──────── Entries supplied ────────

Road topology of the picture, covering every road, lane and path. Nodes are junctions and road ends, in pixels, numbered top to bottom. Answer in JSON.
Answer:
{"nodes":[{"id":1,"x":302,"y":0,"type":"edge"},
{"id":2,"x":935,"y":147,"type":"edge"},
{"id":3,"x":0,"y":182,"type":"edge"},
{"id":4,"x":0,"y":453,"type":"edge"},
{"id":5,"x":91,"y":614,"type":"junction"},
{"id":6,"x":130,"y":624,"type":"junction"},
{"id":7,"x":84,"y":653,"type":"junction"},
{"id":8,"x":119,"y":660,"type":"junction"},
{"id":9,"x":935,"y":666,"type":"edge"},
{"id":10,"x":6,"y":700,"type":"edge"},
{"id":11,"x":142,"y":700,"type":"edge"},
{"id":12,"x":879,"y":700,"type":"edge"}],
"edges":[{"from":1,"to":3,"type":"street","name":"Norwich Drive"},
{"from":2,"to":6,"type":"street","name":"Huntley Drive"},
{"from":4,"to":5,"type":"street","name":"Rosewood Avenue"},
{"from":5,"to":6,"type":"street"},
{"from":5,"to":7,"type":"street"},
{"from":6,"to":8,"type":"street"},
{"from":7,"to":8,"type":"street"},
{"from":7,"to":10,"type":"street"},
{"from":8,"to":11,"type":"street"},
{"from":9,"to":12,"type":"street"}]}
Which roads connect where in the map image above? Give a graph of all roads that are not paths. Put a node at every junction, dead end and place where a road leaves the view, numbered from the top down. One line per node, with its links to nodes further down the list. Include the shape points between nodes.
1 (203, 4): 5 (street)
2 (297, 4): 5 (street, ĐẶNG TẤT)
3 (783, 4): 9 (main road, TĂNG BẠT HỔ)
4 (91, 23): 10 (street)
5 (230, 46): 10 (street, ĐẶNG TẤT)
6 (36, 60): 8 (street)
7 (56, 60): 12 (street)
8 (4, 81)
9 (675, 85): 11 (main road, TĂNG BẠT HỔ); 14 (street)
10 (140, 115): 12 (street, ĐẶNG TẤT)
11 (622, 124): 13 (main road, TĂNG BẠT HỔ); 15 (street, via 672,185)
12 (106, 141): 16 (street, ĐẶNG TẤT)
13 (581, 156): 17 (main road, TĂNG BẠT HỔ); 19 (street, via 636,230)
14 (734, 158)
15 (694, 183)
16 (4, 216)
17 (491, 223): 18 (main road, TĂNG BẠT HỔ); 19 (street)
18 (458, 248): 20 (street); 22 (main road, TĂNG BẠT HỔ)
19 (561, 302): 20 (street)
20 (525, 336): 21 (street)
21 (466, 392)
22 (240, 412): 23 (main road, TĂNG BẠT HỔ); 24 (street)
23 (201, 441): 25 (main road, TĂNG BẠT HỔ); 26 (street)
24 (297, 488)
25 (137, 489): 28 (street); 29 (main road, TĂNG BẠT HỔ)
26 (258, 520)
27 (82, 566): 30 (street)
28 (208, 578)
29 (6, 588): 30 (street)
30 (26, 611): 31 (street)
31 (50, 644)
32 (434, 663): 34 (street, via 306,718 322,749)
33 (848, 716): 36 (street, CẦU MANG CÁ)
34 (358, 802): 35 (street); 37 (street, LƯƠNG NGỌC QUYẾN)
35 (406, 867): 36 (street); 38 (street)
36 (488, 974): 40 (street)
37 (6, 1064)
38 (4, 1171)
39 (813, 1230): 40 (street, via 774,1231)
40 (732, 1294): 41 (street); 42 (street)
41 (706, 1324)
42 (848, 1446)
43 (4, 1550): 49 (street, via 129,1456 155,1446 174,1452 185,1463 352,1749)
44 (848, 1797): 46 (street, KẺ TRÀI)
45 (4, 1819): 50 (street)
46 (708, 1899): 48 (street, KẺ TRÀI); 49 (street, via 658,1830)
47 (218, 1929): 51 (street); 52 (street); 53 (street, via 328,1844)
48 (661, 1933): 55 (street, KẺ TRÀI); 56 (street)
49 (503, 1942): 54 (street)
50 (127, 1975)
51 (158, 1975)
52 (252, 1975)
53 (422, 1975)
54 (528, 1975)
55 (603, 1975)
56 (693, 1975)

────────

Exercise instructions: Copy the data word for word.

Answer area:
Road topology of the picture, covering every road, lane and path. Nodes are junctions and road ends, in pixels, numbered top to bottom. Answer in JSON.
Answer:
{"nodes":[{"id":1,"x":302,"y":0,"type":"edge"},
{"id":2,"x":935,"y":147,"type":"edge"},
{"id":3,"x":0,"y":182,"type":"edge"},
{"id":4,"x":0,"y":453,"type":"edge"},
{"id":5,"x":91,"y":614,"type":"junction"},
{"id":6,"x":130,"y":624,"type":"junction"},
{"id":7,"x":84,"y":653,"type":"junction"},
{"id":8,"x":119,"y":660,"type":"junction"},
{"id":9,"x":935,"y":666,"type":"edge"},
{"id":10,"x":6,"y":700,"type":"edge"},
{"id":11,"x":142,"y":700,"type":"edge"},
{"id":12,"x":879,"y":700,"type":"edge"}],
"edges":[{"from":1,"to":3,"type":"street","name":"Norwich Drive"},
{"from":2,"to":6,"type":"street","name":"Huntley Drive"},
{"from":4,"to":5,"type":"street","name":"Rosewood Avenue"},
{"from":5,"to":6,"type":"street"},
{"from":5,"to":7,"type":"street"},
{"from":6,"to":8,"type":"street"},
{"from":7,"to":8,"type":"street"},
{"from":7,"to":10,"type":"street"},
{"from":8,"to":11,"type":"street"},
{"from":9,"to":12,"type":"street"}]}
Which roads connect where in the map image above? Give a graph of all roads that are not paths. Put a node at every junction, dead end and place where a road leaves the view, numbered from the top down. One line per node, with its links to nodes further down the list. Include the shape points between nodes.
1 (203, 4): 5 (street)
2 (297, 4): 5 (street, ĐẶNG TẤT)
3 (783, 4): 9 (main road, TĂNG BẠT HỔ)
4 (91, 23): 10 (street)
5 (230, 46): 10 (street, ĐẶNG TẤT)
6 (36, 60): 8 (street)
7 (56, 60): 12 (street)
8 (4, 81)
9 (675, 85): 11 (main road, TĂNG BẠT HỔ); 14 (street)
10 (140, 115): 12 (street, ĐẶNG TẤT)
11 (622, 124): 13 (main road, TĂNG BẠT HỔ); 15 (street, via 672,185)
12 (106, 141): 16 (street, ĐẶNG TẤT)
13 (581, 156): 17 (main road, TĂNG BẠT HỔ); 19 (street, via 636,230)
14 (734, 158)
15 (694, 183)
16 (4, 216)
17 (491, 223): 18 (main road, TĂNG BẠT HỔ); 19 (street)
18 (458, 248): 20 (street); 22 (main road, TĂNG BẠT HỔ)
19 (561, 302): 20 (street)
20 (525, 336): 21 (street)
21 (466, 392)
22 (240, 412): 23 (main road, TĂNG BẠT HỔ); 24 (street)
23 (201, 441): 25 (main road, TĂNG BẠT HỔ); 26 (street)
24 (297, 488)
25 (137, 489): 28 (street); 29 (main road, TĂNG BẠT HỔ)
26 (258, 520)
27 (82, 566): 30 (street)
28 (208, 578)
29 (6, 588): 30 (street)
30 (26, 611): 31 (street)
31 (50, 644)
32 (434, 663): 34 (street, via 306,718 322,749)
33 (848, 716): 36 (street, CẦU MANG CÁ)
34 (358, 802): 35 (street); 37 (street, LƯƠNG NGỌC QUYẾN)
35 (406, 867): 36 (street); 38 (street)
36 (488, 974): 40 (street)
37 (6, 1064)
38 (4, 1171)
39 (813, 1230): 40 (street, via 774,1231)
40 (732, 1294): 41 (street); 42 (street)
41 (706, 1324)
42 (848, 1446)
43 (4, 1550): 49 (street, via 129,1456 155,1446 174,1452 185,1463 352,1749)
44 (848, 1797): 46 (street, KẺ TRÀI)
45 (4, 1819): 50 (street)
46 (708, 1899): 48 (street, KẺ TRÀI); 49 (street, via 658,1830)
47 (218, 1929): 51 (street); 52 (street); 53 (street, via 328,1844)
48 (661, 1933): 55 (street, KẺ TRÀI); 56 (street)
49 (503, 1942): 54 (street)
50 (127, 1975)
51 (158, 1975)
52 (252, 1975)
53 (422, 1975)
54 (528, 1975)
55 (603, 1975)
56 (693, 1975)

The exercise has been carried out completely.